3.1 Designing Code for Asynchronous Execution
When programming with threads, always keep in mind that the execution of a thread is inherently asynchronous with respect to other threads running the system (or in the process).
In short, there is no guarantee of when a thread will start. It can start immediately or not for a significant period of time, depending on the priority of the thread in relation to other threads that are currently running. When a thread will start can also depend on the behavior of other processes, as well as on other threaded subsystems within the current process.
You cannot depend upon any synchronization between two threads unless you explicitly code that synchronization into your program using one of the following:
Some implementations of threads operate by context-switching threads in user mode, within a single operating system process. Context switches between such threads occur only at relatively determinate times, such as when you make a blocking call to the threads library or when a timeslice interrupt occurs. This type of threading library might be termed "slightly asynchronous," because such a library tolerates many classes of errors in your application.

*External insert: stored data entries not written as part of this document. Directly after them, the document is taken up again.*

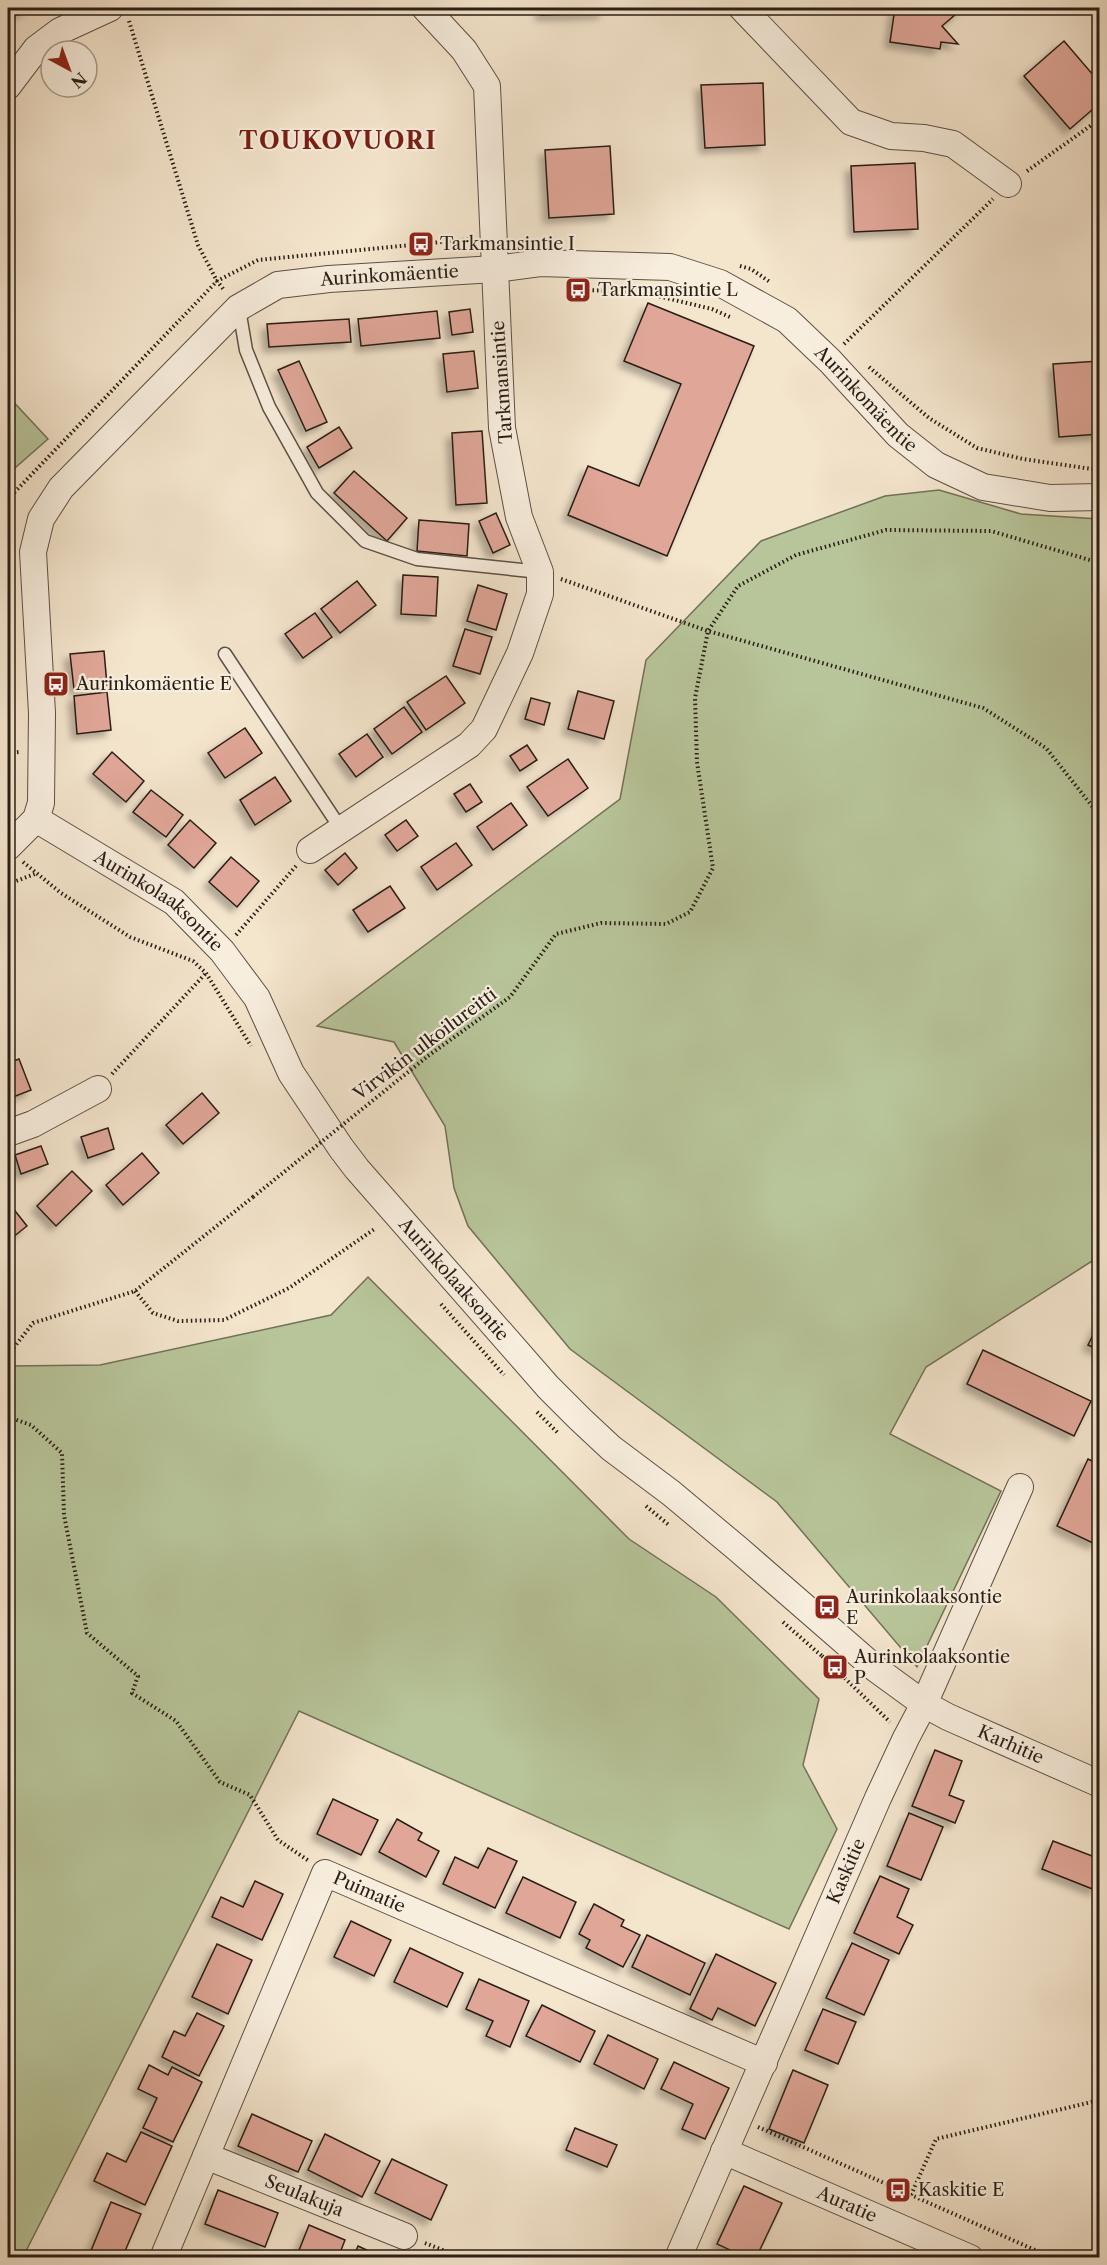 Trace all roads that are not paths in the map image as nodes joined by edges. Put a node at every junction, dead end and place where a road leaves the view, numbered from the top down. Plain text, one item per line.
1 (425, 8) edge
2 (742, 8) edge
3 (117, 10) edge
4 (8, 86) edge
5 (1008, 184) road end
6 (495, 268) junction
7 (238, 308) junction
8 (1100, 497) edge
9 (540, 572) junction
10 (225, 654) dead end
11 (36, 819) junction
12 (341, 829) junction
13 (310, 850) dead end
14 (14, 854) edge
15 (98, 1089) dead end
16 (8, 1133) edge
17 (1020, 1487) dead end
18 (924, 1704) junction
19 (1100, 1784) edge
20 (764, 2062) junction
21 (724, 2151) junction
22 (206, 2156) junction
23 (404, 2236) road end
24 (163, 2258) edge
25 (678, 2258) edge
26 (970, 2258) edge

1 - 6 street, Tarkmansintie
2 - 5 street
3 - 4 street
6 - 7 street, Aurinkomäentie
6 - 8 street, Aurinkomäentie
6 - 9 street, Tarkmansintie
7 - 9 lane
7 - 11 street, Aurinkomäentie
9 - 12 street, Tarkmansintie
10 - 12 lane
11 - 14 street
11 - 18 street, Aurinkolaaksontie
12 - 13 street, Tarkmansintie
15 - 16 street
17 - 18 street, Kaskitie
18 - 19 street, Karhitie
18 - 20 street, Kaskitie
20 - 21 street, Kaskitie
20 - 22 street, Puimatie
21 - 25 street, Kaskitie
21 - 26 street, Auratie
22 - 23 street, Seulakuja
22 - 24 street, Puimatie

Systems that support kernel threads are less "forgiving" because context switches between threads can occur more frequently and for less deterministic reasons. Systems that allow threads within a single process to run simultaneously on multiple processors are even less forgiving.
The following subsections present examples of programming errors.

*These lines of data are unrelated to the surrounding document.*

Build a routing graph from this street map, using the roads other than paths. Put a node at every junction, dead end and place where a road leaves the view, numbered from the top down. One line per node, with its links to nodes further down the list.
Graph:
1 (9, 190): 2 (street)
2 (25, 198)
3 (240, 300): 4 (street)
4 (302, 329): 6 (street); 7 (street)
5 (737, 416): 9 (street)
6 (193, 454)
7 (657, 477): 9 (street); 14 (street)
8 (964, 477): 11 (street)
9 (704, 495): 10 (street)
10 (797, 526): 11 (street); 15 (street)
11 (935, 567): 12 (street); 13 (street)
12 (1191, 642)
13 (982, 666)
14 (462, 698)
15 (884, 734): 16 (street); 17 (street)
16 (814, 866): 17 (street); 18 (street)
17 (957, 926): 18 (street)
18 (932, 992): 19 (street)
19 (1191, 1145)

3.1.1 Avoid Passing Stack Local Data
Avoid creating a thread with an argument that points to stack local data, or to global or static data that is serially reused for a sequence of threads.
Specifically, the thread started with a pointer to stack local data may
not start until the creating thread's routine has returned, and the
storage may have been changed by other calls. The thread started with a
pointer to global or static data may not start until the storage has
been reused to create another thread.
3.1.2 Initialize DECthreads Objects Before Thread Creation
Initialize DECthreads objects (such as mutexes) or global data that a thread uses before creating that thread.

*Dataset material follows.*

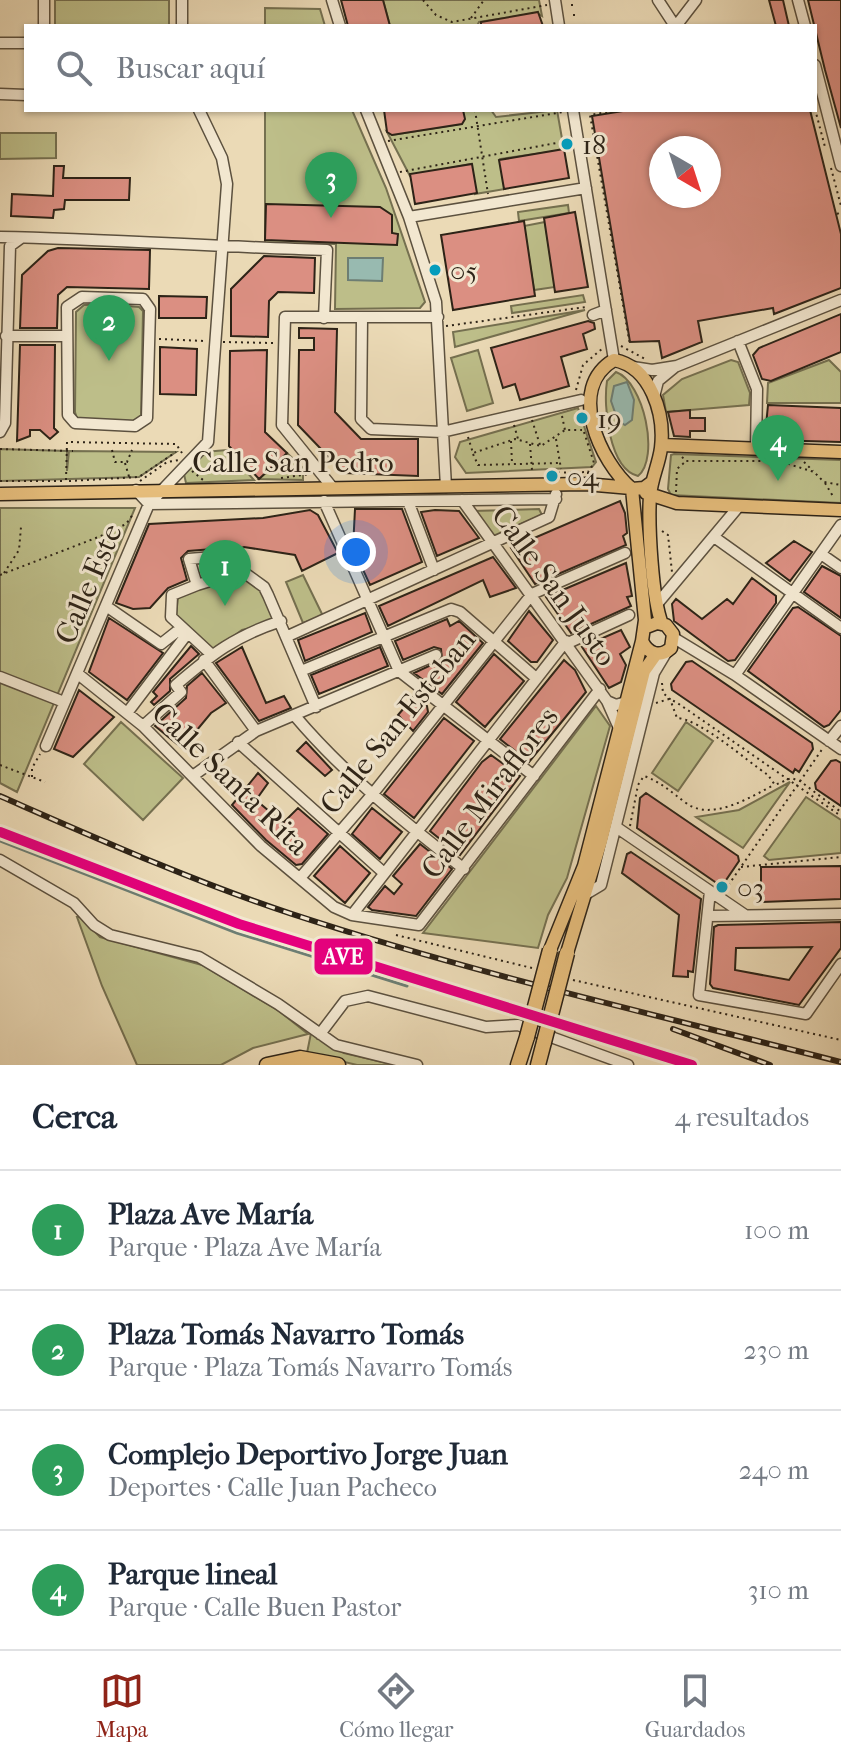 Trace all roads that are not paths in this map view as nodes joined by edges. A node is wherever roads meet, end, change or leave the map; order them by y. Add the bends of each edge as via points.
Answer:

On slightly asynchronous systems this is often safe, because the thread will probably not run until the creator blocks. Thus, the error can go undetected initially. On another system (or in a later release of the operating system) that supports kernel threading, the created thread may run immediately, before the data has been initialized. This can lead to failures that are difficult to detect. Note that a thread may run to completion, before the call that created it returns to the creator. The system load may affect the timing as well.
Before your program creates a thread, it should set up all requirements
that the new thread needs in order to execute. For example, if your
program must set the new thread's scheduling parameters, do so with
attributes objects when you create it, rather than trying to use
pthread_setschedparam() or other routines afterwards. To set
global data for the new thread or to create synchronization objects, do
so before you create the thread, else set them in a
pthread_once() initialization routine that is called from each
thread.
3.1.3 Do Not Use Scheduling As Synchronization
Avoid using scheduling policy and scheduling priority attributes of threads as a synchronization mechanism.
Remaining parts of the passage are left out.